ACTIVITY
Please copy every line from the following entries in which the word "main" appears.

DATASET RECORDS

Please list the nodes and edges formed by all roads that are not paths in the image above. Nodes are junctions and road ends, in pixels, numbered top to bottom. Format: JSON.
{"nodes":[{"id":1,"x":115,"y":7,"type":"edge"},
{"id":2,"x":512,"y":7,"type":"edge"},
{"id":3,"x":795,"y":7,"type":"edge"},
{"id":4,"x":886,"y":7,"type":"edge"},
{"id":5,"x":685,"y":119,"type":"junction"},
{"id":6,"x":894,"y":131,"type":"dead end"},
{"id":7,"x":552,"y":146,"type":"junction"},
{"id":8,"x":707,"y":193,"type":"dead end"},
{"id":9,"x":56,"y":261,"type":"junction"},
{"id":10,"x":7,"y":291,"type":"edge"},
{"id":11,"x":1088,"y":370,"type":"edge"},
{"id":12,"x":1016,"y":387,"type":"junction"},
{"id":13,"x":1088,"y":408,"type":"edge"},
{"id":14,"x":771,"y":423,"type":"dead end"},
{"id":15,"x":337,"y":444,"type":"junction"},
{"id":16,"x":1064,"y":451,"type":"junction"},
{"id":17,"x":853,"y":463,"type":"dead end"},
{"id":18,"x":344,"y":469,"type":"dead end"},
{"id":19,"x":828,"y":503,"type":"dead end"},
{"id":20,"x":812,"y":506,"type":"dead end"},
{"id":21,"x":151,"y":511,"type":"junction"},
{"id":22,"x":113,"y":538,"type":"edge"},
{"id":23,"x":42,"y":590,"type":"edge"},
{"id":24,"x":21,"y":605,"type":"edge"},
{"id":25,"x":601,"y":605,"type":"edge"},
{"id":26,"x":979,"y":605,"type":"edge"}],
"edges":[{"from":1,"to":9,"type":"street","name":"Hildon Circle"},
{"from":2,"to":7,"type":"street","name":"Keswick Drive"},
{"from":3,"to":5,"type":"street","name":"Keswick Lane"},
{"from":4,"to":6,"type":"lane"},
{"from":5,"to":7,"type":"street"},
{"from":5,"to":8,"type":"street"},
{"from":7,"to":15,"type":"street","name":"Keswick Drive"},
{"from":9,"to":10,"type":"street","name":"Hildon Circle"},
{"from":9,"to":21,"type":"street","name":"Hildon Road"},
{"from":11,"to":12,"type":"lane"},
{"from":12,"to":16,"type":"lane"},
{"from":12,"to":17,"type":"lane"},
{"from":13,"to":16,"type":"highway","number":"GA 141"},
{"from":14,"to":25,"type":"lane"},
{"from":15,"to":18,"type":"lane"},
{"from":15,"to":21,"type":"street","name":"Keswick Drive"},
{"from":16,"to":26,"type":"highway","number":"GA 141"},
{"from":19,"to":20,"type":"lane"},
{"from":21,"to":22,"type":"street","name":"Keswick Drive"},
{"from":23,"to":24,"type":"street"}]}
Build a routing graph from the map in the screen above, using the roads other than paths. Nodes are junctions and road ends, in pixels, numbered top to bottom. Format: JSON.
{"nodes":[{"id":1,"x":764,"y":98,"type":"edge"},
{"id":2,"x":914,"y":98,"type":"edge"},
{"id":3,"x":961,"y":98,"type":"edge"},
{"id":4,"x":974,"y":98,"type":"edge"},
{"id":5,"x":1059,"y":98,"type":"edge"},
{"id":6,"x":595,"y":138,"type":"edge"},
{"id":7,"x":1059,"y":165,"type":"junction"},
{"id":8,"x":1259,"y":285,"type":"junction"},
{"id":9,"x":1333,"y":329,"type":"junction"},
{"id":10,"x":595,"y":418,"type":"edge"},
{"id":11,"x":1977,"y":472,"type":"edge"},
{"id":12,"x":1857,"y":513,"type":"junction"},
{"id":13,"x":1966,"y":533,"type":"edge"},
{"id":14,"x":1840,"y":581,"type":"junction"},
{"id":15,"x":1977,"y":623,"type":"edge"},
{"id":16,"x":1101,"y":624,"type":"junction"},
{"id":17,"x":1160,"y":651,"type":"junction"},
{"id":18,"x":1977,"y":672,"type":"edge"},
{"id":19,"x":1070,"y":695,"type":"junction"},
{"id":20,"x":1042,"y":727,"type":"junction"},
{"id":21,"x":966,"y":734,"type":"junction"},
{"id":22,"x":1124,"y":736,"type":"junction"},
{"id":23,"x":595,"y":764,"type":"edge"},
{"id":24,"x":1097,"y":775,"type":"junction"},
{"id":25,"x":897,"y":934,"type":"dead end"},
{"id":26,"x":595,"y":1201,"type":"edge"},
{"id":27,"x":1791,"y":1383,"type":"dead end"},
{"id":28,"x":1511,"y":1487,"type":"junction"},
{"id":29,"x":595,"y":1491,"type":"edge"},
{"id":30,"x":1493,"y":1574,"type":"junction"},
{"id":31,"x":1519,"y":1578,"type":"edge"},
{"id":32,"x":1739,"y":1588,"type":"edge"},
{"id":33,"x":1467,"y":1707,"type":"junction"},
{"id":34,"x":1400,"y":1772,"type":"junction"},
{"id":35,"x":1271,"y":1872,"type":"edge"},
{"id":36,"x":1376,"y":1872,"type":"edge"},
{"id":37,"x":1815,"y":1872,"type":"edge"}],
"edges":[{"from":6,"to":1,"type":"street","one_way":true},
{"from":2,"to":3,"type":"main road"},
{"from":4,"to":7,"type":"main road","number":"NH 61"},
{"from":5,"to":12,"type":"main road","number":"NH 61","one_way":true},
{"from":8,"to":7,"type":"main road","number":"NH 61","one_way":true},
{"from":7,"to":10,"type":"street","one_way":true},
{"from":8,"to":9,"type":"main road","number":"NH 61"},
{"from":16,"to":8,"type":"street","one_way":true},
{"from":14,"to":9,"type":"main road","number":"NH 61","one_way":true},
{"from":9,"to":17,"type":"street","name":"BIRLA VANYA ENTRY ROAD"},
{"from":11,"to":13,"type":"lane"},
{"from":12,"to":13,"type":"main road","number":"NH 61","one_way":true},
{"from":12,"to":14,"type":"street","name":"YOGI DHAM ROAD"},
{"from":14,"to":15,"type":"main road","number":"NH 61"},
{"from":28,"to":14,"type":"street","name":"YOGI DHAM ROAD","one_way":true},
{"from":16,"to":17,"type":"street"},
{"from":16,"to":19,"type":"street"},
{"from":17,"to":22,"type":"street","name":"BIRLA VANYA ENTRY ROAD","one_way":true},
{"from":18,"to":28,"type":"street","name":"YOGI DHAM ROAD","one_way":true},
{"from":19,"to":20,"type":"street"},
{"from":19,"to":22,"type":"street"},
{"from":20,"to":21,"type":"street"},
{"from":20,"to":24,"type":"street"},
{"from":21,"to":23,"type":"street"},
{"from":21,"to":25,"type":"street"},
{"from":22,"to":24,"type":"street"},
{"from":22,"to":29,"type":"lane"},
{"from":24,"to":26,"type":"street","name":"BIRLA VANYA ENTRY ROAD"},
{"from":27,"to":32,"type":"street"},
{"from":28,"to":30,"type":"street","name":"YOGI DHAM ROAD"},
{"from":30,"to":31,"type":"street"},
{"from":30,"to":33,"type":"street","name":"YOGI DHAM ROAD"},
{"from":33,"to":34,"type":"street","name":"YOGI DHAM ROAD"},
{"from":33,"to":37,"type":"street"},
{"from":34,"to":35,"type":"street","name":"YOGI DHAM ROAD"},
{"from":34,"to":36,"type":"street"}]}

SOLUTION TO THE PROBLEM
{"from":2,"to":3,"type":"main road"},
{"from":4,"to":7,"type":"main road","number":"NH 61"},
{"from":5,"to":12,"type":"main road","number":"NH 61","one_way":true},
{"from":8,"to":7,"type":"main road","number":"NH 61","one_way":true},
{"from":8,"to":9,"type":"main road","number":"NH 61"},
{"from":14,"to":9,"type":"main road","number":"NH 61","one_way":true},
{"from":12,"to":13,"type":"main road","number":"NH 61","one_way":true},
{"from":14,"to":15,"type":"main road","number":"NH 61"},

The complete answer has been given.